Task brief: Return every entry below word for word and leave out any picture.

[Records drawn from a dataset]

=== Begin Enclosure ===

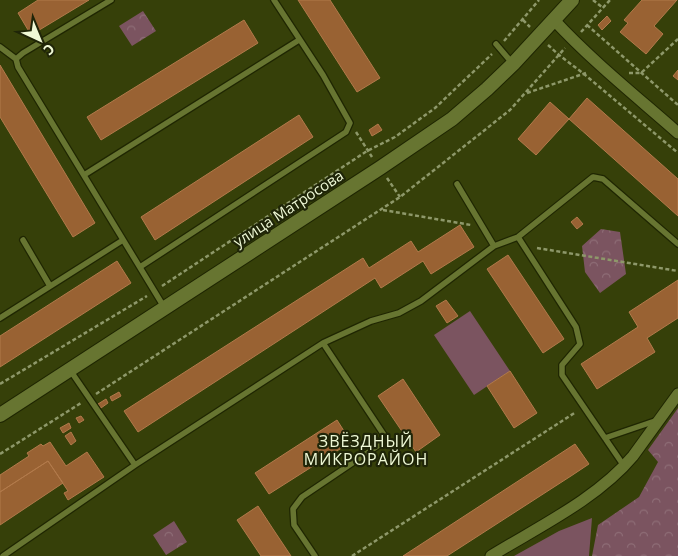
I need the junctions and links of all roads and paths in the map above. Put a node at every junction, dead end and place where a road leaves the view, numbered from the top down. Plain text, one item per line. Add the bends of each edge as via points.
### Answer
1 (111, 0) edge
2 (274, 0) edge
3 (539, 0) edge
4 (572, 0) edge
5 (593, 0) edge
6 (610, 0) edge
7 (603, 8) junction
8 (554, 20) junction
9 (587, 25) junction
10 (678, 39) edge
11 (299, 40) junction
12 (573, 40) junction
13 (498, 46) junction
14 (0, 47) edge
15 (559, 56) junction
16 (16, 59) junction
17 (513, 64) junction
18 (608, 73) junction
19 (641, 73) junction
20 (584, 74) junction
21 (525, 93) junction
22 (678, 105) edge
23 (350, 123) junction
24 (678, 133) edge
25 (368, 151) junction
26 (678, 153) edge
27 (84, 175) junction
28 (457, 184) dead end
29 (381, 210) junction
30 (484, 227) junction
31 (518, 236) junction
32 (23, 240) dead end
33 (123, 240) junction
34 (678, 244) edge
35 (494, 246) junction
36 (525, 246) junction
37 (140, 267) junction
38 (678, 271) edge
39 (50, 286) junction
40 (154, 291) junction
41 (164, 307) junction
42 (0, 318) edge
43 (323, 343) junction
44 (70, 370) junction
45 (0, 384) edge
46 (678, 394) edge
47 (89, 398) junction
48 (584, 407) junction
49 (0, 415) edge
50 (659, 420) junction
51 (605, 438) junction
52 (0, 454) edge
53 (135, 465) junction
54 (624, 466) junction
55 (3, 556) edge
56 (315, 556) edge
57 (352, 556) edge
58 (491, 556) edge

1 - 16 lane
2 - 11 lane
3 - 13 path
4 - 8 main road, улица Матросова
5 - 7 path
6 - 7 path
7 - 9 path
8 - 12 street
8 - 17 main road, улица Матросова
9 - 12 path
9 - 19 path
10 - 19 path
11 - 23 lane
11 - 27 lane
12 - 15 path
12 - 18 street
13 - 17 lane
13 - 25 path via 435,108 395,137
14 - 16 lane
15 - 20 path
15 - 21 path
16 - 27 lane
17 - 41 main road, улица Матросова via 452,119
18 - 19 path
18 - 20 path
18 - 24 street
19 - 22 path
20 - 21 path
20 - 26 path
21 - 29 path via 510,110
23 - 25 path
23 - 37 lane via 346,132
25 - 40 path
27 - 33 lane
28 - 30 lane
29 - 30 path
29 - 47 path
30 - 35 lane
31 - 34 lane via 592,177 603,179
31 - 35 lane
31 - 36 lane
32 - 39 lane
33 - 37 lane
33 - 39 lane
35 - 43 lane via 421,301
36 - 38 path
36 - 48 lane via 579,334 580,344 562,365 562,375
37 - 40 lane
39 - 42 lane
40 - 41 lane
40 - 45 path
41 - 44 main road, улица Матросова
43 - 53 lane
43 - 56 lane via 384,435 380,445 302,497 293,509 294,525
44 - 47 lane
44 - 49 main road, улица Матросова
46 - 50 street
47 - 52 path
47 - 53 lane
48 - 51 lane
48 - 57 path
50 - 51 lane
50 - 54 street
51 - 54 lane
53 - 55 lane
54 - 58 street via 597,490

=== End Enclosure ===

Output for this exercise:
I need the junctions and links of all roads and paths in the map above. Put a node at every junction, dead end and place where a road leaves the view, numbered from the top down. Plain text, one item per line. Add the bends of each edge as via points.
### Answer
1 (111, 0) edge
2 (274, 0) edge
3 (539, 0) edge
4 (572, 0) edge
5 (593, 0) edge
6 (610, 0) edge
7 (603, 8) junction
8 (554, 20) junction
9 (587, 25) junction
10 (678, 39) edge
11 (299, 40) junction
12 (573, 40) junction
13 (498, 46) junction
14 (0, 47) edge
15 (559, 56) junction
16 (16, 59) junction
17 (513, 64) junction
18 (608, 73) junction
19 (641, 73) junction
20 (584, 74) junction
21 (525, 93) junction
22 (678, 105) edge
23 (350, 123) junction
24 (678, 133) edge
25 (368, 151) junction
26 (678, 153) edge
27 (84, 175) junction
28 (457, 184) dead end
29 (381, 210) junction
30 (484, 227) junction
31 (518, 236) junction
32 (23, 240) dead end
33 (123, 240) junction
34 (678, 244) edge
35 (494, 246) junction
36 (525, 246) junction
37 (140, 267) junction
38 (678, 271) edge
39 (50, 286) junction
40 (154, 291) junction
41 (164, 307) junction
42 (0, 318) edge
43 (323, 343) junction
44 (70, 370) junction
45 (0, 384) edge
46 (678, 394) edge
47 (89, 398) junction
48 (584, 407) junction
49 (0, 415) edge
50 (659, 420) junction
51 (605, 438) junction
52 (0, 454) edge
53 (135, 465) junction
54 (624, 466) junction
55 (3, 556) edge
56 (315, 556) edge
57 (352, 556) edge
58 (491, 556) edge

1 - 16 lane
2 - 11 lane
3 - 13 path
4 - 8 main road, улица Матросова
5 - 7 path
6 - 7 path
7 - 9 path
8 - 12 street
8 - 17 main road, улица Матросова
9 - 12 path
9 - 19 path
10 - 19 path
11 - 23 lane
11 - 27 lane
12 - 15 path
12 - 18 street
13 - 17 lane
13 - 25 path via 435,108 395,137
14 - 16 lane
15 - 20 path
15 - 21 path
16 - 27 lane
17 - 41 main road, улица Матросова via 452,119
18 - 19 path
18 - 20 path
18 - 24 street
19 - 22 path
20 - 21 path
20 - 26 path
21 - 29 path via 510,110
23 - 25 path
23 - 37 lane via 346,132
25 - 40 path
27 - 33 lane
28 - 30 lane
29 - 30 path
29 - 47 path
30 - 35 lane
31 - 34 lane via 592,177 603,179
31 - 35 lane
31 - 36 lane
32 - 39 lane
33 - 37 lane
33 - 39 lane
35 - 43 lane via 421,301
36 - 38 path
36 - 48 lane via 579,334 580,344 562,365 562,375
37 - 40 lane
39 - 42 lane
40 - 41 lane
40 - 45 path
41 - 44 main road, улица Матросова
43 - 53 lane
43 - 56 lane via 384,435 380,445 302,497 293,509 294,525
44 - 47 lane
44 - 49 main road, улица Матросова
46 - 50 street
47 - 52 path
47 - 53 lane
48 - 51 lane
48 - 57 path
50 - 51 lane
50 - 54 street
51 - 54 lane
53 - 55 lane
54 - 58 street via 597,490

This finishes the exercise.